Results & Roadmap Ahead

Building dAuth has been a fun experience with a lot of learning in the process. At the end of the implementation and experiments we were able to:

Successfully perform an authentication where the UE attaches to a different EPC which uses previously generated vectors provided by the home EPC.
Successfully able to create and deploy a blockchain network running PoET consensus and corresponding transaction processor which performs reads and updates on the HSS by reading and writing authentication vectors into the database.

(Left): Benchmark showing block commit time and Tx, Rx from each node in the network (Right): Size of the blocks by block number and the number of transactions committed in 10 blocks.

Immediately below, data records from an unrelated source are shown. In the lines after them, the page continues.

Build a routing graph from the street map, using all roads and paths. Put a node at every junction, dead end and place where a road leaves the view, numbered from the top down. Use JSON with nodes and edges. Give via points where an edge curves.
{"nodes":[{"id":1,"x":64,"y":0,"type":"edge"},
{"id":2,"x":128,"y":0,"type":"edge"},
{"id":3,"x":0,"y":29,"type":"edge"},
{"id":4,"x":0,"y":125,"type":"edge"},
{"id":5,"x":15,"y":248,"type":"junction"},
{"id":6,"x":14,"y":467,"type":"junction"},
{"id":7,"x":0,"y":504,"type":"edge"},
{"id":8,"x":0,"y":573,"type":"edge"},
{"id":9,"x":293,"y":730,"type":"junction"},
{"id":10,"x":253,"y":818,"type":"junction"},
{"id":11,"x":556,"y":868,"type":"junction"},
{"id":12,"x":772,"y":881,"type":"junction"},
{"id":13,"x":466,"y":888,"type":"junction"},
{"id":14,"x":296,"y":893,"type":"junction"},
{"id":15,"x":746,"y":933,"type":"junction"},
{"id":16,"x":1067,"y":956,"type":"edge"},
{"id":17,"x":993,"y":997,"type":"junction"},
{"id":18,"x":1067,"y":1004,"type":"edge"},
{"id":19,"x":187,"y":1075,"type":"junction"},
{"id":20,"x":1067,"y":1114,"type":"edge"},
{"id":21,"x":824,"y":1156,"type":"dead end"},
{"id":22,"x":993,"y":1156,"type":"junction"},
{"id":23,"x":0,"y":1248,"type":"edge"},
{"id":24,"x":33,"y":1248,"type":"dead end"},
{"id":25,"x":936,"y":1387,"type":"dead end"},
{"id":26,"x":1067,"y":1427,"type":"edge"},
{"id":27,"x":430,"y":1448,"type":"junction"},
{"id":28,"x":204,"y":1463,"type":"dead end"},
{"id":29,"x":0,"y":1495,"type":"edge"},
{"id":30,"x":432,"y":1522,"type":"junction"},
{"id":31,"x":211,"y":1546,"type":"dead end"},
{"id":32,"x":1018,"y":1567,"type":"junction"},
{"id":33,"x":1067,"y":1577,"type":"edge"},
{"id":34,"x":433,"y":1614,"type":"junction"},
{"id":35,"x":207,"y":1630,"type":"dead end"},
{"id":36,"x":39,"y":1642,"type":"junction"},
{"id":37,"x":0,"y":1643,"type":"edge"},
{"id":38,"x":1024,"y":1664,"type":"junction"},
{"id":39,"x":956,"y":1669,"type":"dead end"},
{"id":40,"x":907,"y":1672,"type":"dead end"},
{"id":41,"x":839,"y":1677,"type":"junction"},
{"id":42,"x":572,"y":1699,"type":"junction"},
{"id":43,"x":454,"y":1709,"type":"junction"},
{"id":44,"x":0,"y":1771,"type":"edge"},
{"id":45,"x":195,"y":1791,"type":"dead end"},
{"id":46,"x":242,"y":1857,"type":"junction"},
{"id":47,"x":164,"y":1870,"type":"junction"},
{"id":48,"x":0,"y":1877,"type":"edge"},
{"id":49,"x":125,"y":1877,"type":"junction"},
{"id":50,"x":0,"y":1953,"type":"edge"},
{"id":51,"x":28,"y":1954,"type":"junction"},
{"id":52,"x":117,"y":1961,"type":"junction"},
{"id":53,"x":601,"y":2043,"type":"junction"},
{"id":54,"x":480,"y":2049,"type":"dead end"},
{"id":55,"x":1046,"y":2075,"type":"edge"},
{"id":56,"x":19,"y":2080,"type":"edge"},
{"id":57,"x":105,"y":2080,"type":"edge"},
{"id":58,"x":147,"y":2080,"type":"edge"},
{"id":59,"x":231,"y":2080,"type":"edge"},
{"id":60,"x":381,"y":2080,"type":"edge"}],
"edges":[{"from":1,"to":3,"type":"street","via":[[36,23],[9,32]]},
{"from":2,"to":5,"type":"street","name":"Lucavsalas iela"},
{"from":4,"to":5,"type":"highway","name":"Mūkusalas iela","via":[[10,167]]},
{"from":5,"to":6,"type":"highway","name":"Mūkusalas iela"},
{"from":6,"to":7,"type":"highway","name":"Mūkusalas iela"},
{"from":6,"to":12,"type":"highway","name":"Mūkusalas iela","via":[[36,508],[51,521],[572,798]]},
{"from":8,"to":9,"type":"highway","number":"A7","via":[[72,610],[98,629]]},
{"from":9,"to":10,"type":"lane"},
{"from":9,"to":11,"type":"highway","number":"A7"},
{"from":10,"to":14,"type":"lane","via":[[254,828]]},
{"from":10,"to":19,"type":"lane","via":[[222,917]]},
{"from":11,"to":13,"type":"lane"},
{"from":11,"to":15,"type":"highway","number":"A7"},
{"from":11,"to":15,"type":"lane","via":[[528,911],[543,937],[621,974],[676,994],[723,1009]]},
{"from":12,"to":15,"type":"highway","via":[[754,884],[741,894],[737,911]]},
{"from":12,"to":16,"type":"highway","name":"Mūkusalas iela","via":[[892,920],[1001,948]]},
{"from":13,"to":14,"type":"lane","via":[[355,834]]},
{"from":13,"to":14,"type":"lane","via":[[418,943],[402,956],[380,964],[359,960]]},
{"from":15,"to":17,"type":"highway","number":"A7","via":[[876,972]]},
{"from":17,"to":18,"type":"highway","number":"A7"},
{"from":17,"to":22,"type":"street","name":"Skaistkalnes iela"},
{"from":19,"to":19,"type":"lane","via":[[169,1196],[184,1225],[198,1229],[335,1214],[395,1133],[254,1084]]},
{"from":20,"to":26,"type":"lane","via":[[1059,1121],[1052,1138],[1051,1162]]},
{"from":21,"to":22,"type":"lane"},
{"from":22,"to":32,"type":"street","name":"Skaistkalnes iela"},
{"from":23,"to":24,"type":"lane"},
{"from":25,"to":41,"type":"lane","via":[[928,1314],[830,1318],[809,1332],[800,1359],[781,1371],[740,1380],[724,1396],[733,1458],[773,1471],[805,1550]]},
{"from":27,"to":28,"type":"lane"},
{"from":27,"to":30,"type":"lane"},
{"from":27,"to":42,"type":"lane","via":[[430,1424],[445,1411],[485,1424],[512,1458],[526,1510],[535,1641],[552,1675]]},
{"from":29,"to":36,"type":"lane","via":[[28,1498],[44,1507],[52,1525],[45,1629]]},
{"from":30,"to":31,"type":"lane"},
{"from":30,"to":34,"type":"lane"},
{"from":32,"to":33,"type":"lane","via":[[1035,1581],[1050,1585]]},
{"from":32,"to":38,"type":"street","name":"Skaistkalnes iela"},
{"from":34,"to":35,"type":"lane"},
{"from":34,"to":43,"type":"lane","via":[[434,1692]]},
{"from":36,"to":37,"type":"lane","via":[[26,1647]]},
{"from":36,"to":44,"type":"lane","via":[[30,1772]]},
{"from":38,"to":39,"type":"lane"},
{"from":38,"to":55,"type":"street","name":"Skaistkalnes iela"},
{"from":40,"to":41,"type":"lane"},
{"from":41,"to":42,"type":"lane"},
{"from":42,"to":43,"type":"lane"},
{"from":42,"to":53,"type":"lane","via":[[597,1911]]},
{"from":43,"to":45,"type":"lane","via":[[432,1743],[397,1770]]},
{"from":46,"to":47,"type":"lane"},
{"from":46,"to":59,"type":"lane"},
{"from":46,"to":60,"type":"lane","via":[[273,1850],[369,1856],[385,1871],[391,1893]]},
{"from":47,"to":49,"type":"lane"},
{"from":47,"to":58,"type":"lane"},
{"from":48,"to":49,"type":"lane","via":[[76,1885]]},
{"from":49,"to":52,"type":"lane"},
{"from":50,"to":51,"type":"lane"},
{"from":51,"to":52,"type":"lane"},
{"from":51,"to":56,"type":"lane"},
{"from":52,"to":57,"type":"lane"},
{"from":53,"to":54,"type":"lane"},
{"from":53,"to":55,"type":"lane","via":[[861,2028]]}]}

Future Work and Next Steps

We’ve identified several improvements to make in future iterations of the project. There are some performance optimizations which need attention. On a local network, the performance of the blockchain for small transaction sizes seems to be much poorer than expected. Part of this reason could be the time needed to sign each of the transactions and send it to the network. We currently do this serially and could potentially explore batching of database updates or exploit parallelism to speed the signature timings. The second optimization is with respect to the data actually being serialized into the transaction, for the proof of concept, we take the database cursor and serialize it into the transaction which is deserialized and directly executed on the other EPCs connected to the blockchain network. These cursors can sometimes be large for partial updates to a collection in the database. Having more efficient gRPC message definitions to package only the necessary parts of the commands and perform the read/write independently would make this process much faster.